Easing of lending restrictions offers credit unions hope

More than 80% of credit union applications, seeking the removal of lending restrictions reviewed by the Central Bank, have to date been approved as the sector battles for greater freedom to lift lending levels from a 15-year low.

Easing of lending restrictions offers credit unions hope

Many credit unions have been highly critical of the Central Bank’s restrictions which they claim are unreasonably onerous.

Under the regulations, credit unions are limited to lending up to 30% of their loanbook over five years and up to 10% over 10 years.

The rules make mortgage lending unviable, thus closing off a lending stream many credit unions are desperate to access.

Lending over 10 years accounts for just 2.18% of total loans in the credit union sector.

New figures provided to Fianna Fáil finance spokesperson, Michael McGrath show that 59% of the applications received by the Central Bank have now been reviewed.

Of these, 83% have had their lending restriction lifted with 17% of applications rejected.

Consequently, the percentage of credit unions operating under the Central Bank’s restrictions has fallen from more than half to 39%.

Mr McGrath welcomed the removal of lending restrictions for many credit unions but claimed it merely proved that they weren’t warranted in the first instance.

“Credit unions continue to carry a disproportionate burden of regulation and the Government is showing little interest in fighting to secure a viable long-term future for the credit union movement,” Mr McGrath added.

“Credit unions need to be allowed to engage in meaningful long-term lending and the fact that just over 2% of total loans in the credit union sector are over 10 years is evidence that the regulatory regime is not permitting this.”

The Cork South-Central TD also called for credit unions to be afforded the freedom to roll out new services that would allow them to compete more effectively with banks.

In its annual review, ILCU said regulatory issues continue to threaten credit unions’ ability to provide financial services to their communities.

“Our vision is to have locally based, accountable credit unions providing a full range of personal financial services to members and all who wish to avail of our services.
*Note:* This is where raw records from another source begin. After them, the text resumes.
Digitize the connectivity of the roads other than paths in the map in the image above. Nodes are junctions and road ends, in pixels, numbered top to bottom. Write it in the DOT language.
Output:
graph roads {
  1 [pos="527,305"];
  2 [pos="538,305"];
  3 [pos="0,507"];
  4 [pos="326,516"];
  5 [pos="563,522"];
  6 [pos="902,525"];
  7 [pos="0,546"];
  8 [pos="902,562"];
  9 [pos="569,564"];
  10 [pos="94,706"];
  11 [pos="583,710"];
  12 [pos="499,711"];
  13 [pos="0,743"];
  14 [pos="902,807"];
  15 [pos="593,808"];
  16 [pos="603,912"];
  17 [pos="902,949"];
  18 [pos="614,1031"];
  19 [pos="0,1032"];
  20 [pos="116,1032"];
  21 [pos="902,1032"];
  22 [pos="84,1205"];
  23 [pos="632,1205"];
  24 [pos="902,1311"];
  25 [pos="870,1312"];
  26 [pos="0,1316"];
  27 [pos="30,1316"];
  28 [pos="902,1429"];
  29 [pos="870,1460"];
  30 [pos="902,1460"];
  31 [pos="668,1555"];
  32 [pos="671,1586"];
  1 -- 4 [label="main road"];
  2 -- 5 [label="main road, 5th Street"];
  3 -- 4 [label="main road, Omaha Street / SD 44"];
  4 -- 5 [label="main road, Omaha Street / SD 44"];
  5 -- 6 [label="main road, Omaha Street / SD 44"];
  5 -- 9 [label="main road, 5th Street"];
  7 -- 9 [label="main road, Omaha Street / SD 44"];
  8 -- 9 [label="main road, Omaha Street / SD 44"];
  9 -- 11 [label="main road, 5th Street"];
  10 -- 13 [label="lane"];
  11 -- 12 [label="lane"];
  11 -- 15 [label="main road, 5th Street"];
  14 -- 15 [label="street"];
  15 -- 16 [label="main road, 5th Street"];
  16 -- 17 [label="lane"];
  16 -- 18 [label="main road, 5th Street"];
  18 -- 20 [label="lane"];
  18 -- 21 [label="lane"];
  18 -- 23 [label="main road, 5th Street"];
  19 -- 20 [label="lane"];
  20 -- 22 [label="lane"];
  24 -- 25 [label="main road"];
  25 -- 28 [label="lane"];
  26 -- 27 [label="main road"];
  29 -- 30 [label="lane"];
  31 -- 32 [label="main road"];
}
Credit unions want to evolve and change but are increasingly frustrated at the regulatory roadblocks put in our path,” ILCU chief executive Ed Farrell said.
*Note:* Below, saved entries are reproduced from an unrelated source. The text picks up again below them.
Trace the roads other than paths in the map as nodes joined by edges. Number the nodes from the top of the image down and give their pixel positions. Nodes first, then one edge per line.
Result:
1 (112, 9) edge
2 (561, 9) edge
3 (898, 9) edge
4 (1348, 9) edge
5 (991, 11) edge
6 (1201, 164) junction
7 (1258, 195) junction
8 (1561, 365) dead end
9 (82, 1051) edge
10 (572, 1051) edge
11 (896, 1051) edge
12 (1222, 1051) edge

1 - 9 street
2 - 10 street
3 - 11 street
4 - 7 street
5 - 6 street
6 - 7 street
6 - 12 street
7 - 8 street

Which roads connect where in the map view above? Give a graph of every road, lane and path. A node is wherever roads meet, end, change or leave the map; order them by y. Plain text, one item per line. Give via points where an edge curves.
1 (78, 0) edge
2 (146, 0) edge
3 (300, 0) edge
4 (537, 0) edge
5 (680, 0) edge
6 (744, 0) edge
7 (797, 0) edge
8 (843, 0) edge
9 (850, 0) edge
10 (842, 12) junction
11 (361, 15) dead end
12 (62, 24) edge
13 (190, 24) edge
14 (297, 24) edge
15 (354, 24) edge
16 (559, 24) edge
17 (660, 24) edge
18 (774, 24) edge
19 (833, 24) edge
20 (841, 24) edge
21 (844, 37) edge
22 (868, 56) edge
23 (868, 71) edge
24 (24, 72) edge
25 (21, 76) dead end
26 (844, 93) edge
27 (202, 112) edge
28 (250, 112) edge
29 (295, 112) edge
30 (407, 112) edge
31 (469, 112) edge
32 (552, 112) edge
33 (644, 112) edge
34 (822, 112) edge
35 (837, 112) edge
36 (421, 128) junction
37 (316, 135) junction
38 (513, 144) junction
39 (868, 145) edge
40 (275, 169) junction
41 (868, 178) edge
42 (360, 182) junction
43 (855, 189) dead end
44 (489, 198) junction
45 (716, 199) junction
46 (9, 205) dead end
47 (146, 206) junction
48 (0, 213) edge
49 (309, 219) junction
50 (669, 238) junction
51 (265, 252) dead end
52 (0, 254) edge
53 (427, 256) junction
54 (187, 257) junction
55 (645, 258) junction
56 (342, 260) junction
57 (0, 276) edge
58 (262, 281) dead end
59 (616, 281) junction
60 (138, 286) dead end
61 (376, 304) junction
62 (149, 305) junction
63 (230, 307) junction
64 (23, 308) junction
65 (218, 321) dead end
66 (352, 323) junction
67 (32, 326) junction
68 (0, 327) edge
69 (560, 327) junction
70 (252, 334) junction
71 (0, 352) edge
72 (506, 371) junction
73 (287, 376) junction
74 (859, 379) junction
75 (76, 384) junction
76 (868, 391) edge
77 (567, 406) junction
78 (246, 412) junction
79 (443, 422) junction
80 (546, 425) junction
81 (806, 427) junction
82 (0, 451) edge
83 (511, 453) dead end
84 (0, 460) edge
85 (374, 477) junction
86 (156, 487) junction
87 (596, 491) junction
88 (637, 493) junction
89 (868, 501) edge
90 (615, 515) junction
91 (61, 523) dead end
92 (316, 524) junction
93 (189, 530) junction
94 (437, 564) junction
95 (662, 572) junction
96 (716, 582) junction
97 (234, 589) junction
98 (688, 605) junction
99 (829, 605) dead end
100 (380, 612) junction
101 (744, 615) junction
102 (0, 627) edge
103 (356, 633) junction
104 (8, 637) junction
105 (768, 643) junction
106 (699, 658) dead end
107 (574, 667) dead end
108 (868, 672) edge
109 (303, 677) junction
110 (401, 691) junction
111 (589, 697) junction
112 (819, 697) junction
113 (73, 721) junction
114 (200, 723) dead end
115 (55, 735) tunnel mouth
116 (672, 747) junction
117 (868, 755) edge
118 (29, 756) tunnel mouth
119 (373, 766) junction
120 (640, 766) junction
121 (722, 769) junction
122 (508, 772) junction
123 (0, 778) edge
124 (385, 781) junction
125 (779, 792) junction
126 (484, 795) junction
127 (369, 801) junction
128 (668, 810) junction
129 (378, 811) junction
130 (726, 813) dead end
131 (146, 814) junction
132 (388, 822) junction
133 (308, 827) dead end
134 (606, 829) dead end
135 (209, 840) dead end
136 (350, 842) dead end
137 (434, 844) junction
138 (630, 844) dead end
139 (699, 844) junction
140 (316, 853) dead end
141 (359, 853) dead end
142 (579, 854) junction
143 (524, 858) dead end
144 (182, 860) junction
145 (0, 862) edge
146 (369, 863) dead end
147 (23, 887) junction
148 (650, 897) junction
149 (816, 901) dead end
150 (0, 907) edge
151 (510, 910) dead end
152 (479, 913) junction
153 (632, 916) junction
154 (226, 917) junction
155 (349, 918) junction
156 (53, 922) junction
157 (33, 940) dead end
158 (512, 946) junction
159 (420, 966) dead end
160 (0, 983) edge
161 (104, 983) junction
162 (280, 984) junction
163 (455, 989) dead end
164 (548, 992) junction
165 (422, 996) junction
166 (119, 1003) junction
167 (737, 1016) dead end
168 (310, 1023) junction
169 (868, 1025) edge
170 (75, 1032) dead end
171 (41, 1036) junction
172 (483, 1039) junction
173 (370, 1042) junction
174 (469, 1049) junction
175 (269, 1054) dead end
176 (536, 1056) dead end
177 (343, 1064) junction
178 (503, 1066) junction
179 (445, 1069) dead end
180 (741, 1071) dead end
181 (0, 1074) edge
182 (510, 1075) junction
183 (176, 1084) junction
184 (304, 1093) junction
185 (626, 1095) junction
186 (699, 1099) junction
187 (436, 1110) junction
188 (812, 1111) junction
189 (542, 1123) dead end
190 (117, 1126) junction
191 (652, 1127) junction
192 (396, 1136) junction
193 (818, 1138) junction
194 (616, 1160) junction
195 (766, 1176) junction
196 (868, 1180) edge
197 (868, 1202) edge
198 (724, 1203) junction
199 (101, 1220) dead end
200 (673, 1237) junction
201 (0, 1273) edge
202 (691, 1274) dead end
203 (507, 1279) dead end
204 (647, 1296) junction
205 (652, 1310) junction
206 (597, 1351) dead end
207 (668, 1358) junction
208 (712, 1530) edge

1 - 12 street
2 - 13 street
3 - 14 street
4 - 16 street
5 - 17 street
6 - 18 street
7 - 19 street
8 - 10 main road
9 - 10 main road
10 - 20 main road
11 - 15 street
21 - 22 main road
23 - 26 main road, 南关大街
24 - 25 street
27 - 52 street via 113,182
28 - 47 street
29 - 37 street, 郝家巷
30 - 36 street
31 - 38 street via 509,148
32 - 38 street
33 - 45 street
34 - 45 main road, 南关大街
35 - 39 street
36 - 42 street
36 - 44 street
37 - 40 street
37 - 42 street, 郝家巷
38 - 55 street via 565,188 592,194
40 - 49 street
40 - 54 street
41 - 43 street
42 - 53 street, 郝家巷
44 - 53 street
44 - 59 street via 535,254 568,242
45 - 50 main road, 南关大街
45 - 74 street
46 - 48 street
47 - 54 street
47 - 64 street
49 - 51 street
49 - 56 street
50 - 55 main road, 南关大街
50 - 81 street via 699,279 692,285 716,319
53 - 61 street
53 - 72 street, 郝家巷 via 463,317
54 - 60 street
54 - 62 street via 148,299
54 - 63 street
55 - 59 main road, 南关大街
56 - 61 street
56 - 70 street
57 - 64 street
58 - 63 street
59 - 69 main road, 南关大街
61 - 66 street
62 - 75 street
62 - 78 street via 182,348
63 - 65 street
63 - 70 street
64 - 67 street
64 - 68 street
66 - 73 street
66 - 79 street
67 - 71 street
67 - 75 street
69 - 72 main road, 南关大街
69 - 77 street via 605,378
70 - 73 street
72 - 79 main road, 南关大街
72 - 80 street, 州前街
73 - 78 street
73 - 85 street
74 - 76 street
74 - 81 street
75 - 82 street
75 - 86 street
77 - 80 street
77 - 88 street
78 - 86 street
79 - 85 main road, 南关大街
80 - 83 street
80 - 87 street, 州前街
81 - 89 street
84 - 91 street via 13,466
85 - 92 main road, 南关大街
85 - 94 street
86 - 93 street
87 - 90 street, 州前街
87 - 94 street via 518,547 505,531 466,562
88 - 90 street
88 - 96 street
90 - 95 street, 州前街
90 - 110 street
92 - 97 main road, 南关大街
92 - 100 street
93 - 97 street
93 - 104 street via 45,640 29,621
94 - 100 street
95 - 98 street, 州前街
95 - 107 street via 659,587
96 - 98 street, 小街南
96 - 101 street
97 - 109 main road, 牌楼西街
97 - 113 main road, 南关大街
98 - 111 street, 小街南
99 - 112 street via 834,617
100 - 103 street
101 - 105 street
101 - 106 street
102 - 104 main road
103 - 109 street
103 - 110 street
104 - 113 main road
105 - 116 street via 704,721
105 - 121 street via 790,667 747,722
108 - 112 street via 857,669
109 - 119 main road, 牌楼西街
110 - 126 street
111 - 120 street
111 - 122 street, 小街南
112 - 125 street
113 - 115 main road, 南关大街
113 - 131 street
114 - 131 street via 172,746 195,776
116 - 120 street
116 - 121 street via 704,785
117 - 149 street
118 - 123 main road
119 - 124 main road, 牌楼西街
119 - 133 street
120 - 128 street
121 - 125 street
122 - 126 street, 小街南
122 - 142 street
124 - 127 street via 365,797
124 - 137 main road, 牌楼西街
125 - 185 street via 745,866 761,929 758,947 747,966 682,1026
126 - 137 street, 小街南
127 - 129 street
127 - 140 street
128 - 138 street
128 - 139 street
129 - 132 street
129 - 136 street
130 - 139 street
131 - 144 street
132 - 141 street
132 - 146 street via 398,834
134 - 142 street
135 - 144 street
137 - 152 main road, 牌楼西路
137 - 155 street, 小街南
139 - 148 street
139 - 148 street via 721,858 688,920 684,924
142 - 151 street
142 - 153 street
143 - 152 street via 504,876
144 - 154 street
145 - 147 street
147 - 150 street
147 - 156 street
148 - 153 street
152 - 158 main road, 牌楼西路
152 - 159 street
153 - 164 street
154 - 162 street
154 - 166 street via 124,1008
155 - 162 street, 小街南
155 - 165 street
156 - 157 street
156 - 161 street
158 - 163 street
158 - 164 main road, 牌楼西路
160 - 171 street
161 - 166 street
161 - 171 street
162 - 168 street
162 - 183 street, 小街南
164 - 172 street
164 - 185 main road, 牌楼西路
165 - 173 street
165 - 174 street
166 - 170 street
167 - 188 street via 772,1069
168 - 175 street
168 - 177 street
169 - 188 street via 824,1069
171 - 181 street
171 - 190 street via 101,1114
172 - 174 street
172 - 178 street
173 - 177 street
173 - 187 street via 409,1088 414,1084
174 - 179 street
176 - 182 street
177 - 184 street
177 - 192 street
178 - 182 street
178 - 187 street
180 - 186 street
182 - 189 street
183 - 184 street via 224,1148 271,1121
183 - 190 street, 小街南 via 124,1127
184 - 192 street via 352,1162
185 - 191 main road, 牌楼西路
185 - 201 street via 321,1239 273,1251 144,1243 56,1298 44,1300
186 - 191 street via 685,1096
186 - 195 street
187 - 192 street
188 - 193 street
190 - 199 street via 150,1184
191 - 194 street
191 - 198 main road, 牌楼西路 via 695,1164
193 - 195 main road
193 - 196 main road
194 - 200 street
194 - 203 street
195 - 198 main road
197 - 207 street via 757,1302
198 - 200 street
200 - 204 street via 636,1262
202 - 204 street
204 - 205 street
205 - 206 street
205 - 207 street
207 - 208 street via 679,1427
Speaking earlier this month, Registrar of Credit Unions, Anne Marie McKiernan, said the limits had been introduced as “carefully calibrated short term measures” in the midst of financial crisis.

Their ongoing presence had “led to a certain acceptance of the situation in many credit unions, rather than an impetus to improve standards to have them removed”, she said.

Ms McKiernan added that it was surprising some credit unions did not engage in the review process, given the criticism levelled at the restrictions.

Lending by the some 350 credit unions across the country has slumped to its lowest level in 15 years at €3.5bn to June of this year, according to the Irish League of Credit Unions’ annual review (ILCU).

The figure represents a fall of €166m on the same period last year with the ILCU laying some of the blame at the door of the restrictions.